### Exercise directions
Return each line of the listing that contains the string "Radonstraat".

### Data for the task
──────
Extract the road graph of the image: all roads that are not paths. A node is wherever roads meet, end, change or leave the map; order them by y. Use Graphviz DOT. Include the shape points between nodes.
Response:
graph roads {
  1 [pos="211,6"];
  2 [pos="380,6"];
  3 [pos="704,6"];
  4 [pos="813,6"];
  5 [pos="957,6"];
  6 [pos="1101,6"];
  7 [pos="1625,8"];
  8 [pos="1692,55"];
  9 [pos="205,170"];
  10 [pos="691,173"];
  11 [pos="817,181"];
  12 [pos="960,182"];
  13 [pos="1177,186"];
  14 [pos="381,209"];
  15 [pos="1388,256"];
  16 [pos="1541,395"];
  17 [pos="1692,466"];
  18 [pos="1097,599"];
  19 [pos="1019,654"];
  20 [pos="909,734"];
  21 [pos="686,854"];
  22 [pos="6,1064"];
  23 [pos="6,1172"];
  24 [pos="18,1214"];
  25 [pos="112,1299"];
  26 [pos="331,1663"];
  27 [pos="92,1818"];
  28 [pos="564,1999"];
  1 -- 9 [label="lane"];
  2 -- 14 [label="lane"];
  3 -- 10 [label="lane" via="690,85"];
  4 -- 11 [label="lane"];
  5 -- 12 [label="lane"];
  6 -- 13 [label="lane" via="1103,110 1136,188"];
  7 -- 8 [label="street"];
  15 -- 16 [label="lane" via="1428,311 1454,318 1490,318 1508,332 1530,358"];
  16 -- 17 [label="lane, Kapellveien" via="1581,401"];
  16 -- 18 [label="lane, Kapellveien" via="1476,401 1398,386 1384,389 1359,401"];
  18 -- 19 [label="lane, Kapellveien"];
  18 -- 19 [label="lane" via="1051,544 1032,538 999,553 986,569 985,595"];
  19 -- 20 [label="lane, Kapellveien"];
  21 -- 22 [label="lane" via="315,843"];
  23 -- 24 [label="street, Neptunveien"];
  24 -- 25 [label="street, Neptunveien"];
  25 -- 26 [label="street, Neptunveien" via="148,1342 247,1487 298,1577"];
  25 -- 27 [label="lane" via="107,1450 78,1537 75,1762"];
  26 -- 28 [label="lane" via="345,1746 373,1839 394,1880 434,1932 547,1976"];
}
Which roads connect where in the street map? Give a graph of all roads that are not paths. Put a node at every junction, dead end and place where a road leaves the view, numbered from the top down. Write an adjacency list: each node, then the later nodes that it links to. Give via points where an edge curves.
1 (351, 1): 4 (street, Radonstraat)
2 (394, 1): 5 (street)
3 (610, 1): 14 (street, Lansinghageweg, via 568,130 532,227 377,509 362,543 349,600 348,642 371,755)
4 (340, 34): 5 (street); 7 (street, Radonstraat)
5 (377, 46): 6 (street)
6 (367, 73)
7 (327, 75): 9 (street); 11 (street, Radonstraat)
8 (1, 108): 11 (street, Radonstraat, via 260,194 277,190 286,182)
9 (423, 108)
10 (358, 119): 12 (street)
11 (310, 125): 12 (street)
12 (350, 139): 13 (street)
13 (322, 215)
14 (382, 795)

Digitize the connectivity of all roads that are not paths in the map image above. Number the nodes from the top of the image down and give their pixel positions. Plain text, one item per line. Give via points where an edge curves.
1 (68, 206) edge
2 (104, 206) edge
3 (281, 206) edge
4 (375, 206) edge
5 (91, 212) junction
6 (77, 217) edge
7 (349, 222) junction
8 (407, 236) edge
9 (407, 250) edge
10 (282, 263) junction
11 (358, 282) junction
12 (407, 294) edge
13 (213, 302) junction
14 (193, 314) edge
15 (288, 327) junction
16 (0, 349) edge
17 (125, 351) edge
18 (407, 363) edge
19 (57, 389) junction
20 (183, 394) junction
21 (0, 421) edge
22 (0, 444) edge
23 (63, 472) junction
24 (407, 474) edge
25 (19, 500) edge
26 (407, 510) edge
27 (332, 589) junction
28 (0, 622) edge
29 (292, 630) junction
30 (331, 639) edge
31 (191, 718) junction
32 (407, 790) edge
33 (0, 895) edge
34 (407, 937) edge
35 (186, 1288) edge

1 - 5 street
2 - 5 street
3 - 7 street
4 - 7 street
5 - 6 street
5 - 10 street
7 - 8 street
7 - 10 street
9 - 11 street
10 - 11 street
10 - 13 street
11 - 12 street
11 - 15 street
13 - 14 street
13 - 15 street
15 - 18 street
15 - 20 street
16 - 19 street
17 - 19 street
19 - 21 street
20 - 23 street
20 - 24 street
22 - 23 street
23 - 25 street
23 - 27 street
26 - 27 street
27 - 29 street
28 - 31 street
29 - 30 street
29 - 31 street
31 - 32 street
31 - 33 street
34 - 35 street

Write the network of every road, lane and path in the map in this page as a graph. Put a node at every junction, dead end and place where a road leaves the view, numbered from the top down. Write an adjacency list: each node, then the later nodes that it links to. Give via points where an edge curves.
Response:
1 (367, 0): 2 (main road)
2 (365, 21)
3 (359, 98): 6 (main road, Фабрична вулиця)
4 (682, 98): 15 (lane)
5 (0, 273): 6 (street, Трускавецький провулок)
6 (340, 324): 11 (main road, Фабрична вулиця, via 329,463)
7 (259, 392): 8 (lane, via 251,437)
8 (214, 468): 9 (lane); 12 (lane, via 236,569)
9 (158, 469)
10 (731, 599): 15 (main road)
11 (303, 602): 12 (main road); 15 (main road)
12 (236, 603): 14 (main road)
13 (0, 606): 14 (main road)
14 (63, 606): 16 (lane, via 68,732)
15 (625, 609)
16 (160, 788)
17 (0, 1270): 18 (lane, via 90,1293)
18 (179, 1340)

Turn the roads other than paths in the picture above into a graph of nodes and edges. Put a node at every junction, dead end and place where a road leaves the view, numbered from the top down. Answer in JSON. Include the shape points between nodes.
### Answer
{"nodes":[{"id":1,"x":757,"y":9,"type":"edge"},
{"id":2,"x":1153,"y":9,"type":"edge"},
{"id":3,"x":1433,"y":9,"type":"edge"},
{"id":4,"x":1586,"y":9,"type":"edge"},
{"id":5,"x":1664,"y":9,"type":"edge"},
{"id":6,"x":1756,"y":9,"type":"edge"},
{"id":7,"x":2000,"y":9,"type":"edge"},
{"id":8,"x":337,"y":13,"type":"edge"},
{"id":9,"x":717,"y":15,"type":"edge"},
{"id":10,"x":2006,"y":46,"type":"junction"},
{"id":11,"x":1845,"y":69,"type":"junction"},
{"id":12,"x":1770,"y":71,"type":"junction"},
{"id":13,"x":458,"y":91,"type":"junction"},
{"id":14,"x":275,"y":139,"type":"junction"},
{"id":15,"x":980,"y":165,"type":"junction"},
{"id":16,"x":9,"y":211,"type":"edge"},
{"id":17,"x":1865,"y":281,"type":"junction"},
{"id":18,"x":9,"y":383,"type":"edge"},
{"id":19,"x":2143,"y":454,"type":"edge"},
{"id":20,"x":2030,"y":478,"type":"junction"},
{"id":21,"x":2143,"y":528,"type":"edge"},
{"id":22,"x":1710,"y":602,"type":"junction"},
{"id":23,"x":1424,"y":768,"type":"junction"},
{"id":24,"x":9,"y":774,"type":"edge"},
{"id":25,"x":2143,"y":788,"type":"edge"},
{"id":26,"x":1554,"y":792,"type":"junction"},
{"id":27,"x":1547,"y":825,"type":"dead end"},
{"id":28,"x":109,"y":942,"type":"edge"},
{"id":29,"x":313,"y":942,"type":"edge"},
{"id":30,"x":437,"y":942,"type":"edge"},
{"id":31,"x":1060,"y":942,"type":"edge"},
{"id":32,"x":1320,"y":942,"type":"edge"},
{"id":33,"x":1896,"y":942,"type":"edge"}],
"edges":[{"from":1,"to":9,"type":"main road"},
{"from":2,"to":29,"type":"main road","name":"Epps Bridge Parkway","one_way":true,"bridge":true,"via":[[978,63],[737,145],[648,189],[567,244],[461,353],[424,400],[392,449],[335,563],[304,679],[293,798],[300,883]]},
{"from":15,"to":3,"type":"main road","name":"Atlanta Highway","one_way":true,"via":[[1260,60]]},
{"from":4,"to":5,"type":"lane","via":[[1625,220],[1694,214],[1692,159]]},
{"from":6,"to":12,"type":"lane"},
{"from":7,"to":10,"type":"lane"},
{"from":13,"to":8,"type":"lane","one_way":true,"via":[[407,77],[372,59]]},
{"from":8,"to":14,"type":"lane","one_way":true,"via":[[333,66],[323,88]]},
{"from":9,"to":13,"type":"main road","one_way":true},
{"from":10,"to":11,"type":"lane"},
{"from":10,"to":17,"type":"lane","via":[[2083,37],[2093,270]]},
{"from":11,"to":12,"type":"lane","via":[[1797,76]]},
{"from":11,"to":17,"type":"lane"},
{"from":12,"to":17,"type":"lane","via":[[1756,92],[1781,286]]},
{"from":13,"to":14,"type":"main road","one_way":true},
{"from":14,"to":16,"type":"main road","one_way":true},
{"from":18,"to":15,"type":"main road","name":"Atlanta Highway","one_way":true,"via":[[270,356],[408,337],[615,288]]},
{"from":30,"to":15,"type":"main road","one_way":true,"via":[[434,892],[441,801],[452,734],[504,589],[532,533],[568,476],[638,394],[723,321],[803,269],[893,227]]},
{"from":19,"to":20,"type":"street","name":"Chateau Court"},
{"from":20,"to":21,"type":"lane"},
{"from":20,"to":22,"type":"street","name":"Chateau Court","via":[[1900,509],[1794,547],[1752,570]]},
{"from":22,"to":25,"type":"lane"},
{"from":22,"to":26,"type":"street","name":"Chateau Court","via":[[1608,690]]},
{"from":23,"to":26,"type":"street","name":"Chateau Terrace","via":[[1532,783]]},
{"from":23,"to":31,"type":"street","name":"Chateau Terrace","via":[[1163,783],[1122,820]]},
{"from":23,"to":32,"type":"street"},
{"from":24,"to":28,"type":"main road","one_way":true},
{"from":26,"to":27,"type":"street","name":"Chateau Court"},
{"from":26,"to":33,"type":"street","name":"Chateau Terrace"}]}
──────
### Answer to the problem
1 (351, 1): 4 (street, Radonstraat)
4 (340, 34): 5 (street); 7 (street, Radonstraat)
7 (327, 75): 9 (street); 11 (street, Radonstraat)
8 (1, 108): 11 (street, Radonstraat, via 260,194 277,190 286,182)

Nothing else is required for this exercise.